Sebagian besar dari dua minggu masa skorsing Rion, dihabiskannya di dua tempat: panti dan klub renang. Rion meninggalkan rumahnya untuk menetap sementara di panti. Ia tidur di sana, juga menghabiskan waktu senggangnya jika tidak berenang di sana pula. Kadang ia membantu Suster Natalie memasak atau sekadar mengupas kentang, kadang ia menemani Suster Johana belanja kebutuhan sehari-hari yang tentu saja disusupi barang-barang terlarang.
Terkadang, ia tidak ingin melakukan apa-apa dan hanya menghabiskan waktu bersama Suster Kepala. Menemaninya membaca buku atau memotong rumput di halaman.
Sejak hari pertama kedatangan Rion, Suster Kepala sudah tahu segalanya. Rion bercerita tentang apa yang menimpa Dani, juga tentang apa yang diperbuatnya kepada Irvin.
"Saya tidak akan mengatakan perbuatan kamu ini sudah benar—kekerasan tetaplah bukan jalan terbaik—tapi setidaknya kamu melakukan itu untuk sebuah alasan kuat. Kamu tidak memukul orang itu hanya karena cemburu buta."
Kemudian Rion menceritakan tentang 'buah terlarang' yang dipetiknya di ruang UKS.
Barulah Suster Kepala kehilangan kata-kata. "Apa Dani tahu?"

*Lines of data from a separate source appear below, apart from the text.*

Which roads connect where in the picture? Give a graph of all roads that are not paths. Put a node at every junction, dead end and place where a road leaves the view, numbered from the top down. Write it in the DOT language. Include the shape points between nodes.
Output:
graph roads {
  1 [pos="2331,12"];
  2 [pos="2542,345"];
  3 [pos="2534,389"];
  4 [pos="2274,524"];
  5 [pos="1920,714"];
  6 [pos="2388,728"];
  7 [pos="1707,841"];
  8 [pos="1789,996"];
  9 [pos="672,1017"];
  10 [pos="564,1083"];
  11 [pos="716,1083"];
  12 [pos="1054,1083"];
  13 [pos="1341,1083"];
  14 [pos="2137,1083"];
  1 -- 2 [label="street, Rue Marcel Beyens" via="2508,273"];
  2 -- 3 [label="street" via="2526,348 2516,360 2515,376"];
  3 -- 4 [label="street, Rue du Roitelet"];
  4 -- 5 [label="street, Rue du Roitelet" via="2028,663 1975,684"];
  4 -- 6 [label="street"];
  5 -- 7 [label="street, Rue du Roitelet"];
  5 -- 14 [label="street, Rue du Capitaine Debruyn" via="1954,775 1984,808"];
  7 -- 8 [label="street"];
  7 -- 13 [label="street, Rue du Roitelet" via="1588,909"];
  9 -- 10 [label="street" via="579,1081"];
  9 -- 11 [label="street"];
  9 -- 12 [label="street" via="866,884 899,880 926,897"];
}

Rion menggeleng singkat. Dani memiliki kebiasaan unik, yaitu tidur seperti mati suri. Sejak kecil, tidak ada yang mudah membangunkan gadis itu sekalipun suara petasan atau petir. Beberapa kali Ibu bahkan harus menyiramnya dengan air agar Dani tidak terlambat sekolah.
"Jadi kamu ke sini untuk mencari ketenangan sekaligus melarikan diri darinya."
"Ya." Skorsing dua minggu dengan berdiam diri di rumah, sama saja memberi kesempatan bagi Dani untuk lebih sering menemuinya. Dan tentu saja semua itu akan sangat berbahaya bagi keutuhan imannya yang sudah lembek seperti tomat busuk.
Ayah dan Ibu tidak menaruh curiga sama sekali dengan kepergian sementaranya ini. Mereka hanya mengira Rion merindukan panti dan suster kepala, atau mungkin hanya ingin menenangkan diri. Mereka mengizinkannya menginap di sini selama dua minggu.
Sementara Dani? Rion tidak tahu bagaimana reaksinya. Ia sudah pergi pagi-pagi buta sebelum gadis itu bangun. Dua belas hari sudah berlalu sejak percakapan terakhir mereka, dan hingga hari ini Dani belum juga menemuinya.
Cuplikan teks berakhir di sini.